BiPAP mask pressures were monitored whilst supplemental oxygen therapy was attached. The BiPAP control panel displayed both inspired and expired pressures (pre-set and actual pressures) and these did not change during supplemental oxygen therapy in this way (inspired: 21–14 cmH2O and expired: 4–4.1 cmH2O). Within a short time, SpO2 rose to 85 %, so the oxygen delivery rate was increased to 4 litres per minute and the same inspired and expired pressures were noted.

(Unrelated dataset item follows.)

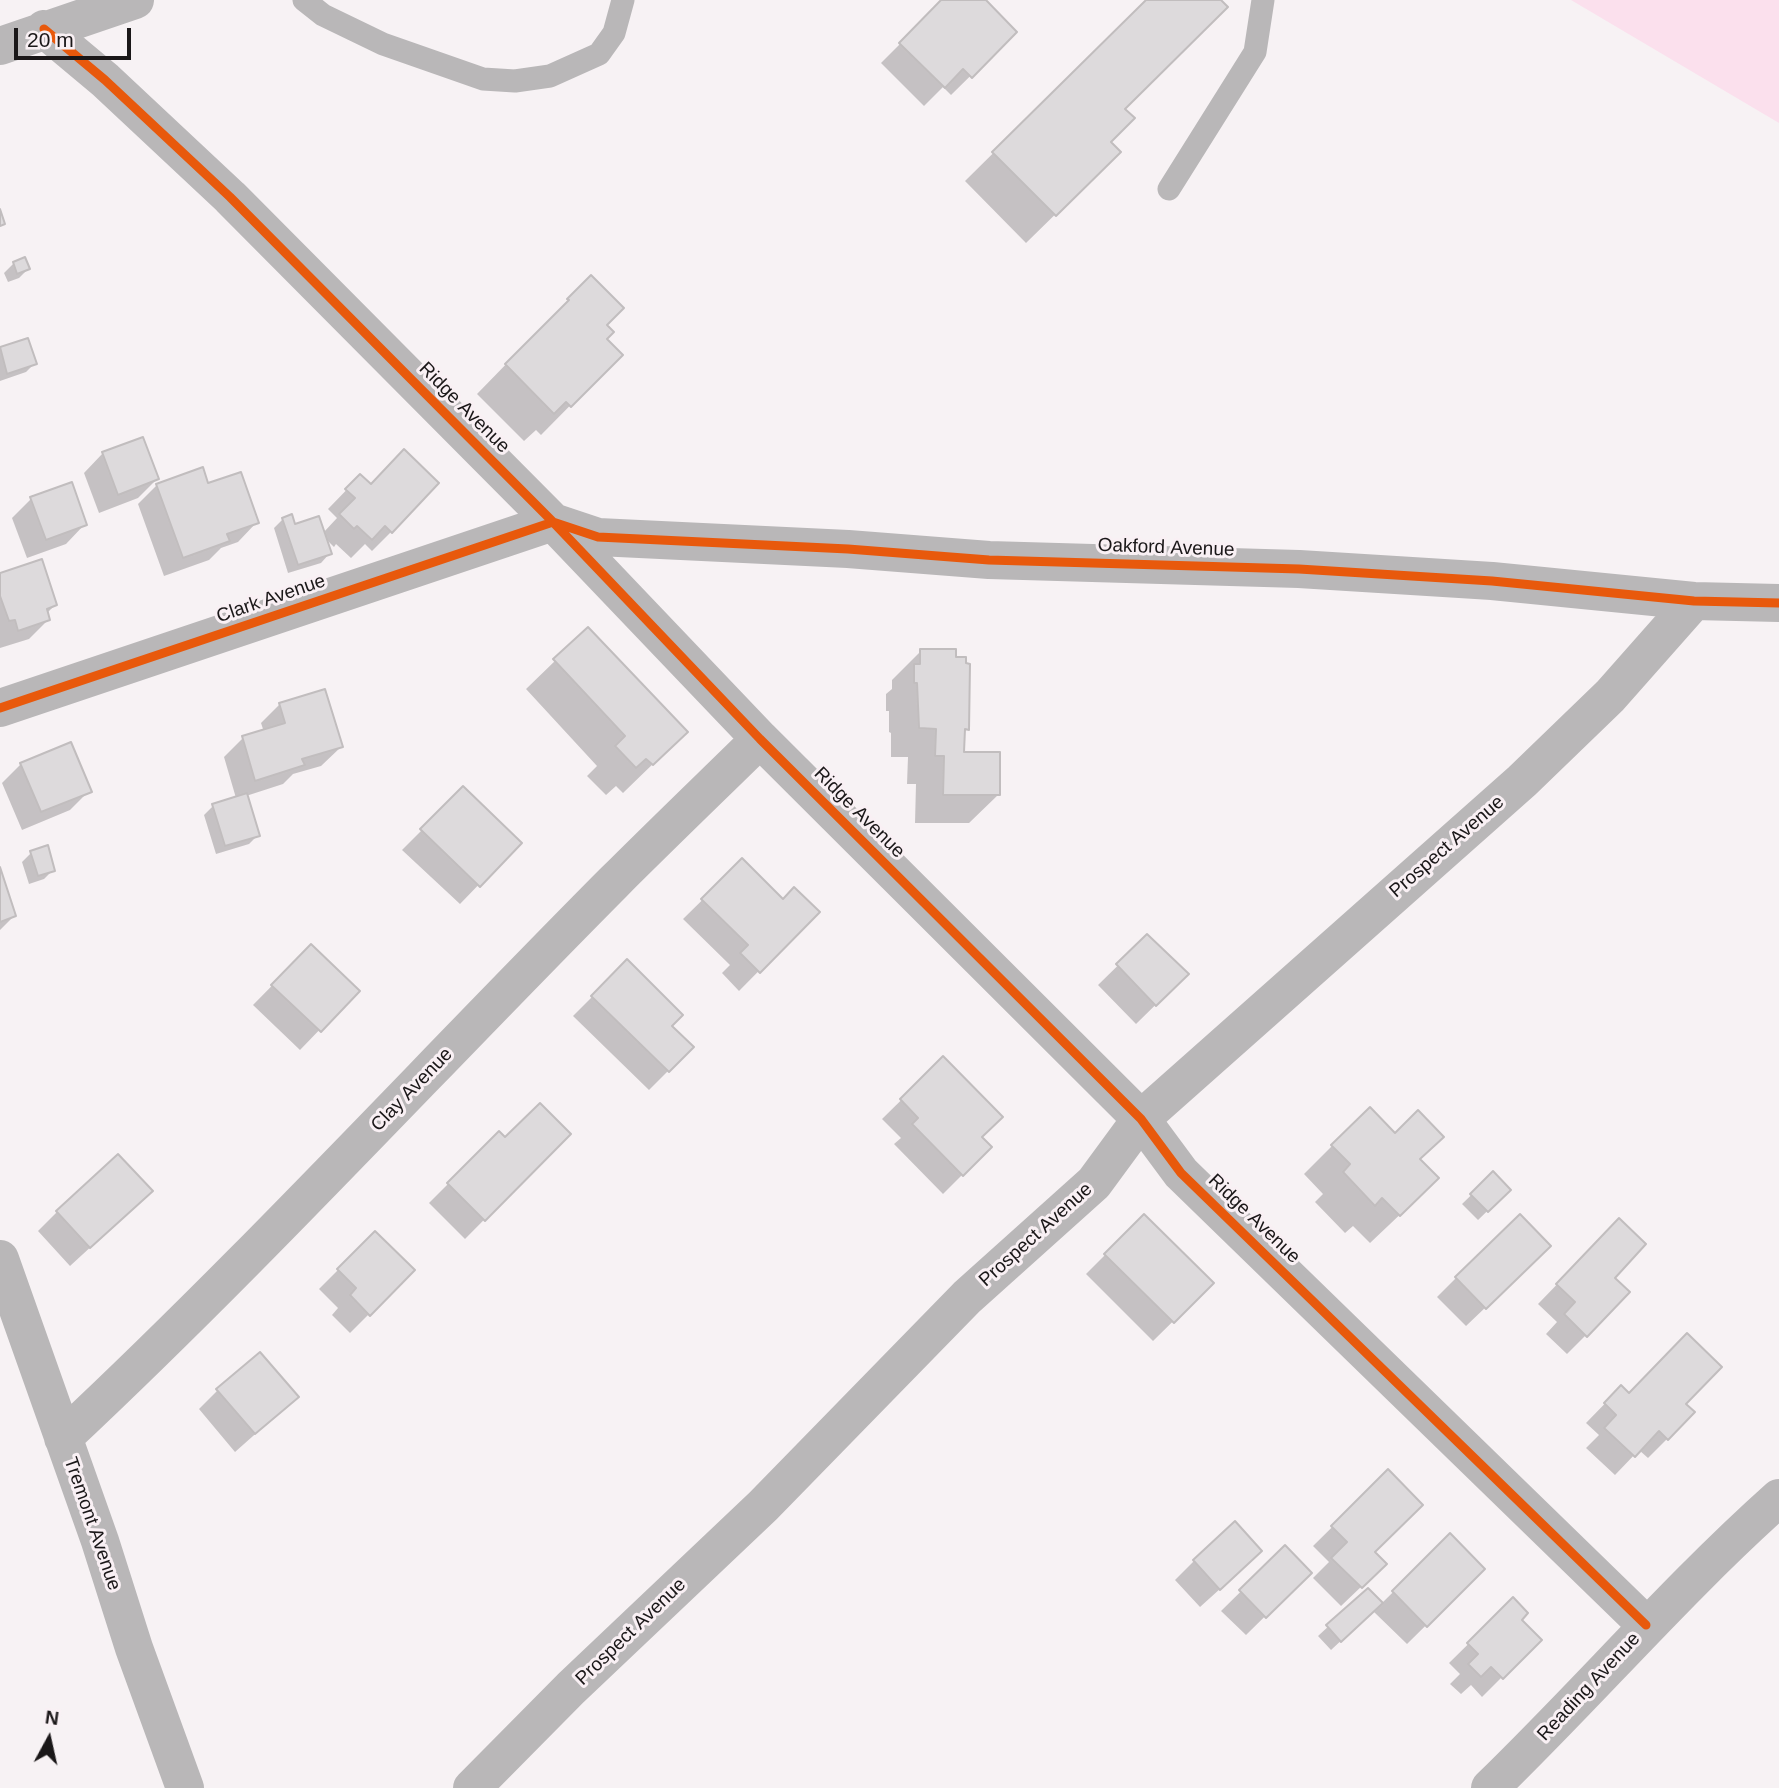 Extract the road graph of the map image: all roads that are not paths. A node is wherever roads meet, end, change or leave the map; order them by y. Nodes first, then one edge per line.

Consideration was given to bronchodilator therapy via a standard nebulizer device and mask, but this was impossible due to the patient’s reliance on BiPAP. The solution was to connect the oxygen connector from a standard oxygen mask (usually discarded when setting up such a mask to attach a nebulizer chamber) to the top of a nebulizer chamber and connecting this via a small length of oxygen tubing (about 10 cms) to a connector on the BiPAP nasal mask (Figure 3). The inferior connector on the nebulizer was connected to an oxygen cylinder in the usual way and the oxygen delivered to the nebulizer at the required rate (6–8 litres per minute) (JRCALC, 2006a). Again, consideration was given to the BiPAP inspiration and expiration pressures. These showed no change (inspired: 21–14 cmH20 and expired: 4–4.1 cmH20). Mild expiratory and inspiratory wheezes were still audible on auscultation. Ipratropium bromide is an antimuscarinic bronchodilator and is indicated for patients suffering exacerbation of COPD (JRCALC, 2006a), 500 mcg of ipratropium bromide was delivered using the same improvised method. A short time after commencing ipatropium Bromide therapy SpO2 rose to 91 % and respiratory rate reduced further. Supplemental oxygen into the BiPAP nasal mask was reduced to 2 litres per minute after complete delivery of nebulized ipratropium bromide. On arrival at hospital the BiPAP inspiration pressure was further increased to 24 cmH2O. The improvised device was replaced with a T-piece in-line nebulizer and further salbutamol was administered. His symptoms improved further and on last seeing the patient his respiratory rate was 20 breaths per minute, heart rate was 146 beats per minute and SpO2 was 93 %. He reported a signifcant easing of his symptoms.

Conclusion

This improvised method delivered moderately effective relief of the patient’s symptoms. Increased SpO2, decreased respiratory rate and decreased heart rate were observed, as well as a reduction in audible signs on auscultation. The authors recommend this method of improvised nebulization in the absence of a T-piece in-line nebulizer or similar device, but ambulance staff should make sure inspiratory and expiratory pressures are not adversely affected and that all decisions, actions, oxygen delivery rates and BiPAP pressures are recorded in clinical records. High priority should be placed on returning oxygen supplementation to a lower controlled level as soon as practicable after the delivery of nebulized drugs.

Key Points

  • British Thoracic Society guidelines and JRCALC guidelines advise that patients with COPD or who are at risk of hypercapnoeic respiratory failure should be placed on a nasal cannula or standard mask with an appropriate venturi adapter with a target SpO2 of 88-92 %. This is impossible with patients on BiPAP and alternatives must be sought.
  • Patients with an SpO2 of less than 85 % are suffering critical levels of hypoxaemia and should be placed on high flow supplemental oxygen therapy to improve blood oxygen levels. Again this will be impossible with patients reliant on BiPAP and alternatives must be sought.
  • The improvised method of oxygen supplementation and delivery of nebulised drugs in this case did not appear to adversely affect the inspiratory and expiratory pressures delivered by the BiPAP unit.
  • If using this improvised method, ambulance staff should make sure inspiratory and expiratory pressures are not adversely affected and that all decisions, actions, oxygen delivery rates and BiPAP pressures are recorded in clinical records.